Task inputs ::
⁂

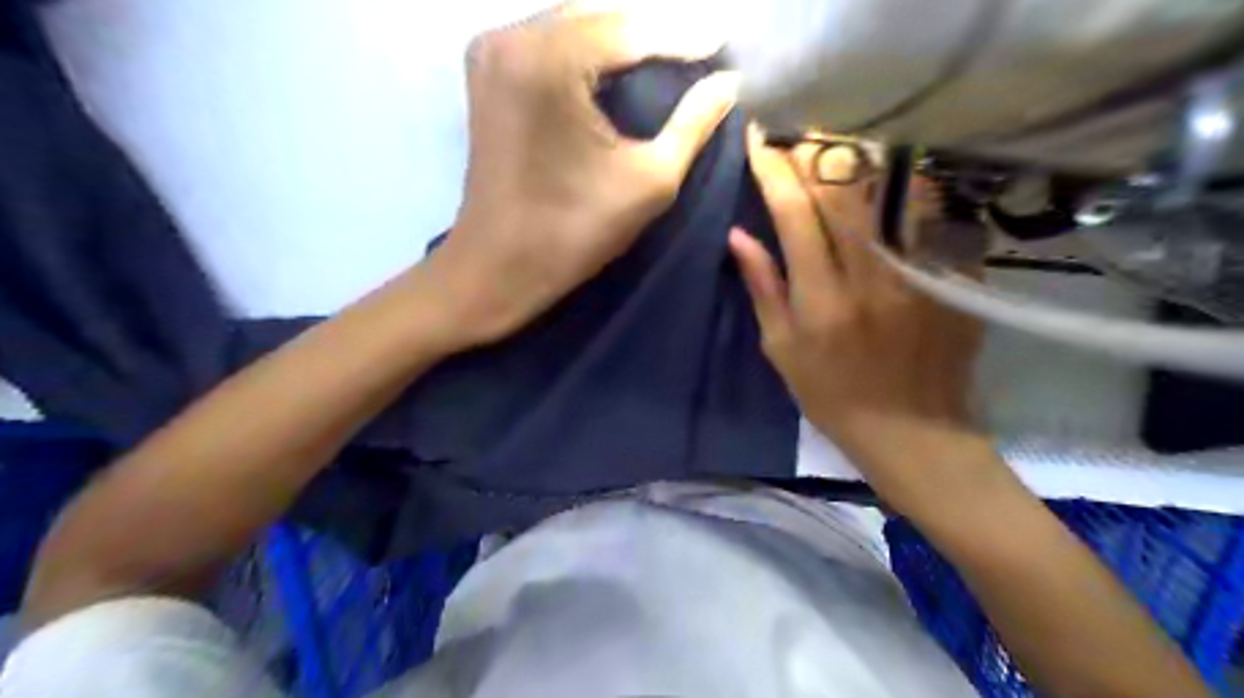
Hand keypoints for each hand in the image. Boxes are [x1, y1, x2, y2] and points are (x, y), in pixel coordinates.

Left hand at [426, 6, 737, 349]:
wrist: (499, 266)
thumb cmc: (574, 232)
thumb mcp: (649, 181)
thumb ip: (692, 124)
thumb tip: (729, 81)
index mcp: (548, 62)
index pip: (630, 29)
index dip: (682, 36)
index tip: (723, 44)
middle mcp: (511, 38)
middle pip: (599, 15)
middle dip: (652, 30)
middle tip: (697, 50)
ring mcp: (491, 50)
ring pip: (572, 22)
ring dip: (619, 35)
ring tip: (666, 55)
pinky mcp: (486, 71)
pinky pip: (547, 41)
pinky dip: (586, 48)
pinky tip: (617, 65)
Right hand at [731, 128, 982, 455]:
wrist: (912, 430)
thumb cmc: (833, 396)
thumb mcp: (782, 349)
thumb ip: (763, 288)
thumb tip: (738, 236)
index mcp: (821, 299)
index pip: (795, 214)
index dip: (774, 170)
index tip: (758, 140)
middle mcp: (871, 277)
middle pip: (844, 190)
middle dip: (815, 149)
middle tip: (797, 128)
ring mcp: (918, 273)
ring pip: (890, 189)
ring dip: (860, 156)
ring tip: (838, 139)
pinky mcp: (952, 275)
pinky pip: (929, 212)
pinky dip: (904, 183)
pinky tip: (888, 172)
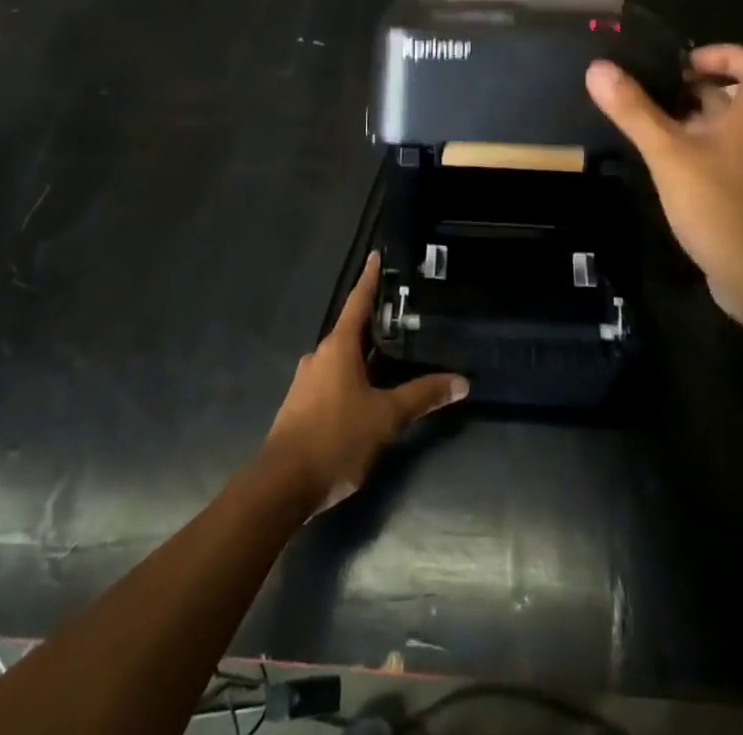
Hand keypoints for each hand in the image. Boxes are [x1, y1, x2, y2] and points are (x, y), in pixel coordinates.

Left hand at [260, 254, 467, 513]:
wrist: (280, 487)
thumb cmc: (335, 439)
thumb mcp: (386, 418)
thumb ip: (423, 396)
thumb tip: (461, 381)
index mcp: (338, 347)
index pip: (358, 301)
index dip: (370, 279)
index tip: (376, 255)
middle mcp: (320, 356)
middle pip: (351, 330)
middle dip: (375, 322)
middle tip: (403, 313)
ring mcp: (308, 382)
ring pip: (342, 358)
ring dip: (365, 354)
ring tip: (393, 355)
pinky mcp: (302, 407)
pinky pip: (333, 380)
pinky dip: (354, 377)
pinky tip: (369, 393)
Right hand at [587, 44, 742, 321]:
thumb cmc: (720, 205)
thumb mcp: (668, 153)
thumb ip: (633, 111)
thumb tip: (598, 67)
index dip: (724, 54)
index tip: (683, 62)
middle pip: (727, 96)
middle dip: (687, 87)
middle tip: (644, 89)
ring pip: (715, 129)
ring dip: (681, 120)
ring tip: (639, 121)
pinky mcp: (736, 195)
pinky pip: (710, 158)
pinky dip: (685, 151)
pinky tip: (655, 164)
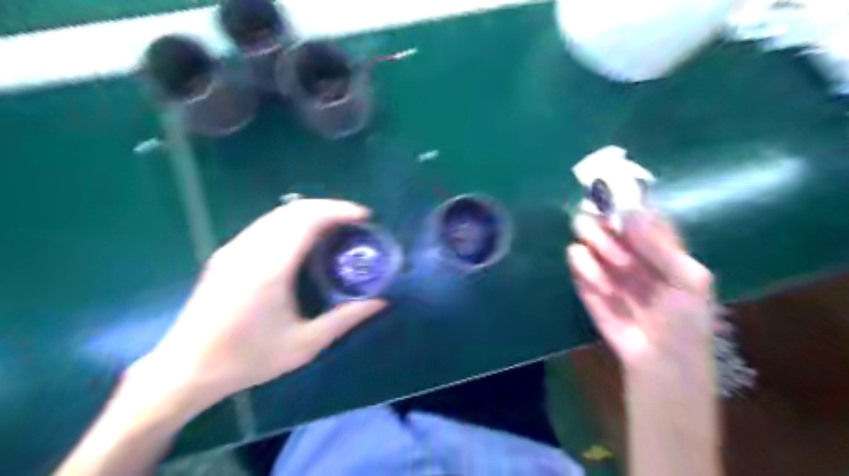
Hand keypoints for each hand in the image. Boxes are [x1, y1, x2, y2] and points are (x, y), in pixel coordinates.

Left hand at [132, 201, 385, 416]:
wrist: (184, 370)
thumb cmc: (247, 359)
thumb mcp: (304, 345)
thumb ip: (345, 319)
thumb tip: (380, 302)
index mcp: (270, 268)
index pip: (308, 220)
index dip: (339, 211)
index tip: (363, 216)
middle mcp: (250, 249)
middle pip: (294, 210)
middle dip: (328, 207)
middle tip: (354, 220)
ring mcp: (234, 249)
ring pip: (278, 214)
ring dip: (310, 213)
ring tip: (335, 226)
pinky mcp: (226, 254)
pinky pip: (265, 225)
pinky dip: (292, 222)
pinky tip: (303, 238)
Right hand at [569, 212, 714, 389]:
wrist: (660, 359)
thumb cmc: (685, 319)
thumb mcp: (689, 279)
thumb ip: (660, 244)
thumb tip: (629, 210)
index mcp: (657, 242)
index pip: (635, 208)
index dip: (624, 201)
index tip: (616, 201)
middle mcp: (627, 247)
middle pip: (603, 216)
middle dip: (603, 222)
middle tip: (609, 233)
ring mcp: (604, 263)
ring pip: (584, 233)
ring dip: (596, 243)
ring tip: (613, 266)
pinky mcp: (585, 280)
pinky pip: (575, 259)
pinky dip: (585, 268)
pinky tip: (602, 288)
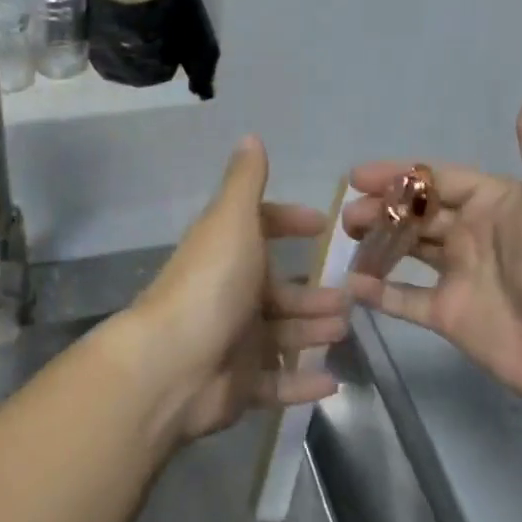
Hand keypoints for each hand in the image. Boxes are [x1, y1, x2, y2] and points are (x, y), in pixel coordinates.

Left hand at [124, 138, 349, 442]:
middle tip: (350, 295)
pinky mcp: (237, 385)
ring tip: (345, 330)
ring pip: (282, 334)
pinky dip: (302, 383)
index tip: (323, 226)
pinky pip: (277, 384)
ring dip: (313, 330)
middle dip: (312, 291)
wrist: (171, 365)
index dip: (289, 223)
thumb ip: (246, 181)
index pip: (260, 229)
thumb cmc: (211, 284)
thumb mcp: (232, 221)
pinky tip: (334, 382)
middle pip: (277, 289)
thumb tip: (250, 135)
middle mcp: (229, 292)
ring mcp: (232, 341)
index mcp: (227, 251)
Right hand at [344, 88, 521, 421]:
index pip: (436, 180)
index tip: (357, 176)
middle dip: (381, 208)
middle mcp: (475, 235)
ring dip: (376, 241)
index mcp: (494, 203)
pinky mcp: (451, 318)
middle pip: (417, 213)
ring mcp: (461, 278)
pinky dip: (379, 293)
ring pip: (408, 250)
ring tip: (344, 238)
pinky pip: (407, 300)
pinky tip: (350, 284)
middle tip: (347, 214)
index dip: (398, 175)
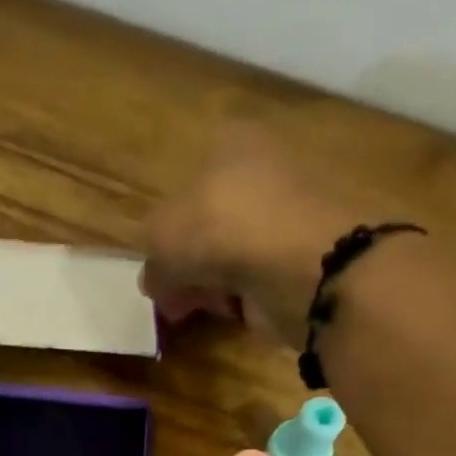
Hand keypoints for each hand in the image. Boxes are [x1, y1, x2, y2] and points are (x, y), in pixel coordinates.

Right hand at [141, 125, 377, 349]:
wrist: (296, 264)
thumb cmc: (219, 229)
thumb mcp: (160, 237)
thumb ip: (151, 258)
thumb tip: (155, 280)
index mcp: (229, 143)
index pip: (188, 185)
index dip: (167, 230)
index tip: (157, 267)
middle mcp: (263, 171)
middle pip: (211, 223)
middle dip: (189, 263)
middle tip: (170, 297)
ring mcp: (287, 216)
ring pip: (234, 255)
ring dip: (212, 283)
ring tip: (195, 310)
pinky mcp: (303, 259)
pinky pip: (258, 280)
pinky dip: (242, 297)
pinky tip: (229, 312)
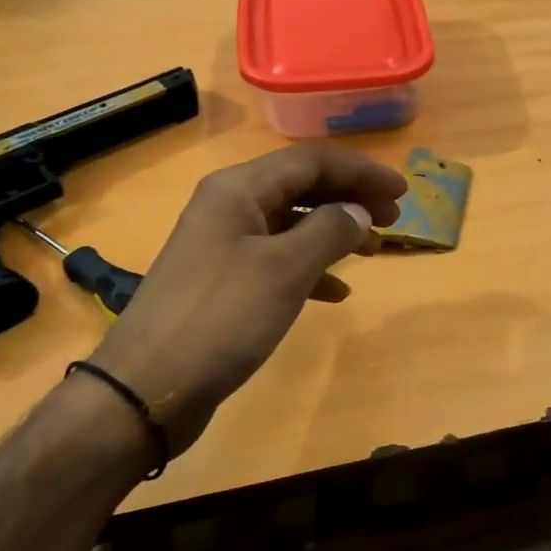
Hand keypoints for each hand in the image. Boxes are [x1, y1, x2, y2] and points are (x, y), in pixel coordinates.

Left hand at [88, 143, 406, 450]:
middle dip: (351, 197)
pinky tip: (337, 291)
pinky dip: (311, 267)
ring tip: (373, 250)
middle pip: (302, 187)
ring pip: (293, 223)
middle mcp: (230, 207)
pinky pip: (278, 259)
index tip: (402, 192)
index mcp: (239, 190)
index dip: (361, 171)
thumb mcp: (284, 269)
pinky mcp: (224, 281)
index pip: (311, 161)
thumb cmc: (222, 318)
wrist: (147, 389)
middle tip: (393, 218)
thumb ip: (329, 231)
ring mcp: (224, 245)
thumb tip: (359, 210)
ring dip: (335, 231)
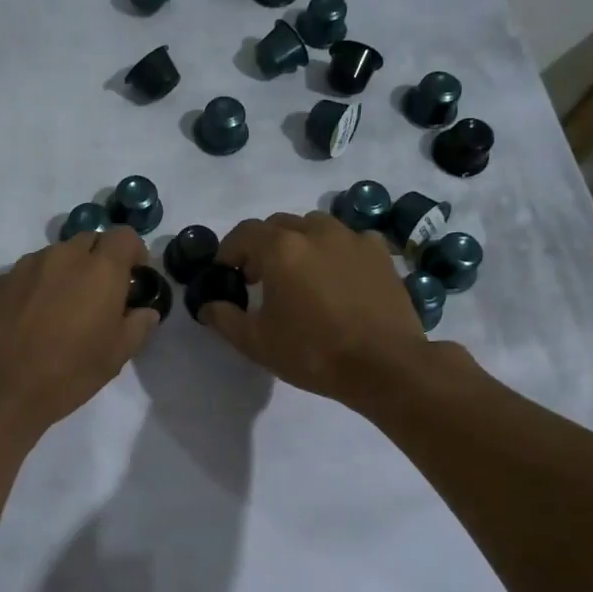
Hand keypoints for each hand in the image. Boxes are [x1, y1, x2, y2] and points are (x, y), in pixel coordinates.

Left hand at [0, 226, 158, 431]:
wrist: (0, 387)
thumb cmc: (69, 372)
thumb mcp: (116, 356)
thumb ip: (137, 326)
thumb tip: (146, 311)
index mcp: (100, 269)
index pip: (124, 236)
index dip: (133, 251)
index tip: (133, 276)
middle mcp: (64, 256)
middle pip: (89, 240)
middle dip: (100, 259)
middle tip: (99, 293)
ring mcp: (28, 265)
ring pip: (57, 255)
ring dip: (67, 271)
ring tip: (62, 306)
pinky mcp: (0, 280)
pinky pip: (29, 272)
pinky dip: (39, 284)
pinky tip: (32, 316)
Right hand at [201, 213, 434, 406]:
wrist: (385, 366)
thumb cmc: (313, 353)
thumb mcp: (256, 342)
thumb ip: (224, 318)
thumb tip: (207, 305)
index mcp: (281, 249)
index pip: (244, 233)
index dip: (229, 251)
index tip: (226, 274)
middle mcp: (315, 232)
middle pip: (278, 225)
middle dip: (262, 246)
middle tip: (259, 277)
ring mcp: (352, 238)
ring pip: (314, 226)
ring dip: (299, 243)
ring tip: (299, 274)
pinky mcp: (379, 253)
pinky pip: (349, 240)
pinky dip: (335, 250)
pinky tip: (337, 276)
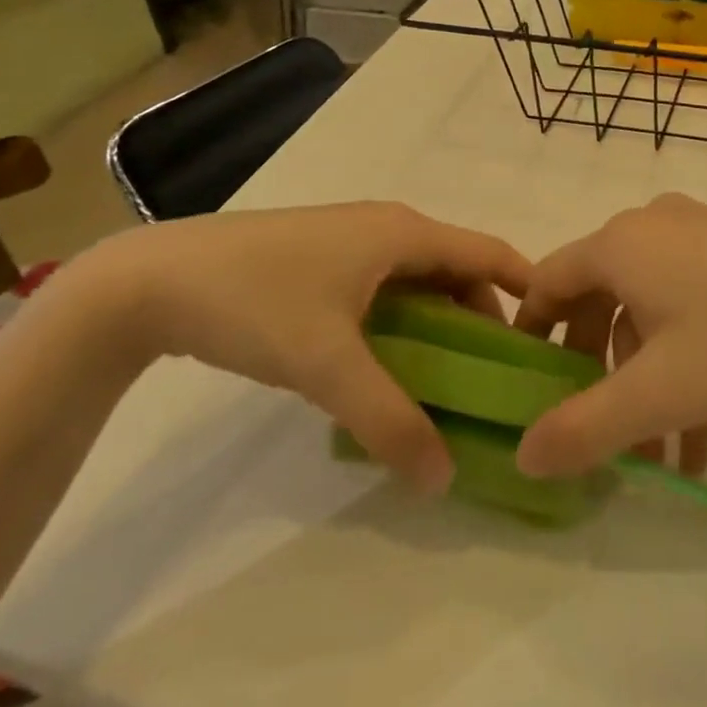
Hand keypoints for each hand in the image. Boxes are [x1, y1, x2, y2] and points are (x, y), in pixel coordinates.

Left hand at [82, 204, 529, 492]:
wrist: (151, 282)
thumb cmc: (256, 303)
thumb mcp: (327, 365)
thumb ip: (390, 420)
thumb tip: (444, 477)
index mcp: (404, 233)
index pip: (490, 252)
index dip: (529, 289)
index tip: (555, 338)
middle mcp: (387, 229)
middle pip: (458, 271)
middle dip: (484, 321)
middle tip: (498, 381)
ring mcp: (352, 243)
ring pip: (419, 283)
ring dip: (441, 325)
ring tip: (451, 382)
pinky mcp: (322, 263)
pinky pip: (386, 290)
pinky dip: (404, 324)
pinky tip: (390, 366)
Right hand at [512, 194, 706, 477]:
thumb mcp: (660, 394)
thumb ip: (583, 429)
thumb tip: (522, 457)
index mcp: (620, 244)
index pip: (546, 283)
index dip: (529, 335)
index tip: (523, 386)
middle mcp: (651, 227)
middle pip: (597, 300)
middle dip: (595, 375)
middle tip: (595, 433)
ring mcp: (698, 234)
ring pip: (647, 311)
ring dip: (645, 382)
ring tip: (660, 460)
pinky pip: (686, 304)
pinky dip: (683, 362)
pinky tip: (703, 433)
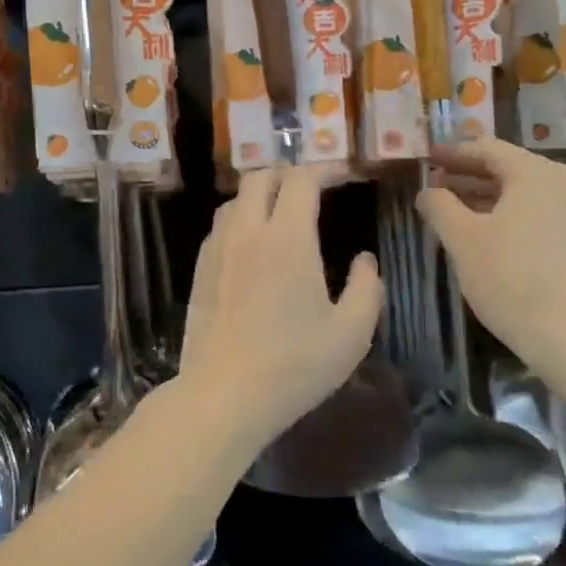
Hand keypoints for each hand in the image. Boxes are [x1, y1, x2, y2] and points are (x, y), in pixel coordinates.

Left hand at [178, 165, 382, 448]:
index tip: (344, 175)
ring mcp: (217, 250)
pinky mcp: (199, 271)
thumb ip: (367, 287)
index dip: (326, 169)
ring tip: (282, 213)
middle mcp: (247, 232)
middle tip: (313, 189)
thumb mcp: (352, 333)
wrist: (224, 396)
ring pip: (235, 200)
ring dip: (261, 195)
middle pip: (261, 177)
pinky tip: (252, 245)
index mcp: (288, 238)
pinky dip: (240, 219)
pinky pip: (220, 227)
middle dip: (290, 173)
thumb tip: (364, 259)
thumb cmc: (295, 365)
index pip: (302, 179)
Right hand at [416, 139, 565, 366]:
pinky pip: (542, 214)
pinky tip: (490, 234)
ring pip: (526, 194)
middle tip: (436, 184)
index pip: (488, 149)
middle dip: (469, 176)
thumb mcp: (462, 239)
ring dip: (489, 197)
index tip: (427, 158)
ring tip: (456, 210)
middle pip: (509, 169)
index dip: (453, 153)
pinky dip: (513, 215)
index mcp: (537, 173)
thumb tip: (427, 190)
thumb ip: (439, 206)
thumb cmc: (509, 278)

⁂

Take the records above and return, word for word, only the lines that fall from the line with "pinky dip: (586, 48)" to the line with "ring tip: (838, 139)", both of them included.

Response for this exercise ::
pinky dip: (586, 48)
pinky tip: (617, 65)
Right hand at [731, 128, 982, 455]:
wrist: (912, 430)
thumb cmc: (833, 396)
thumb mcp: (782, 349)
thumb ip: (763, 288)
thumb tip: (738, 236)
index mcp: (821, 299)
index pip: (795, 214)
index dip: (774, 170)
index tip: (758, 140)
middle mcp: (871, 277)
middle pip: (844, 190)
middle dip: (815, 149)
middle tip: (797, 128)
ring mcp: (918, 273)
ring pip: (890, 189)
ring dip: (860, 156)
ring tip: (838, 139)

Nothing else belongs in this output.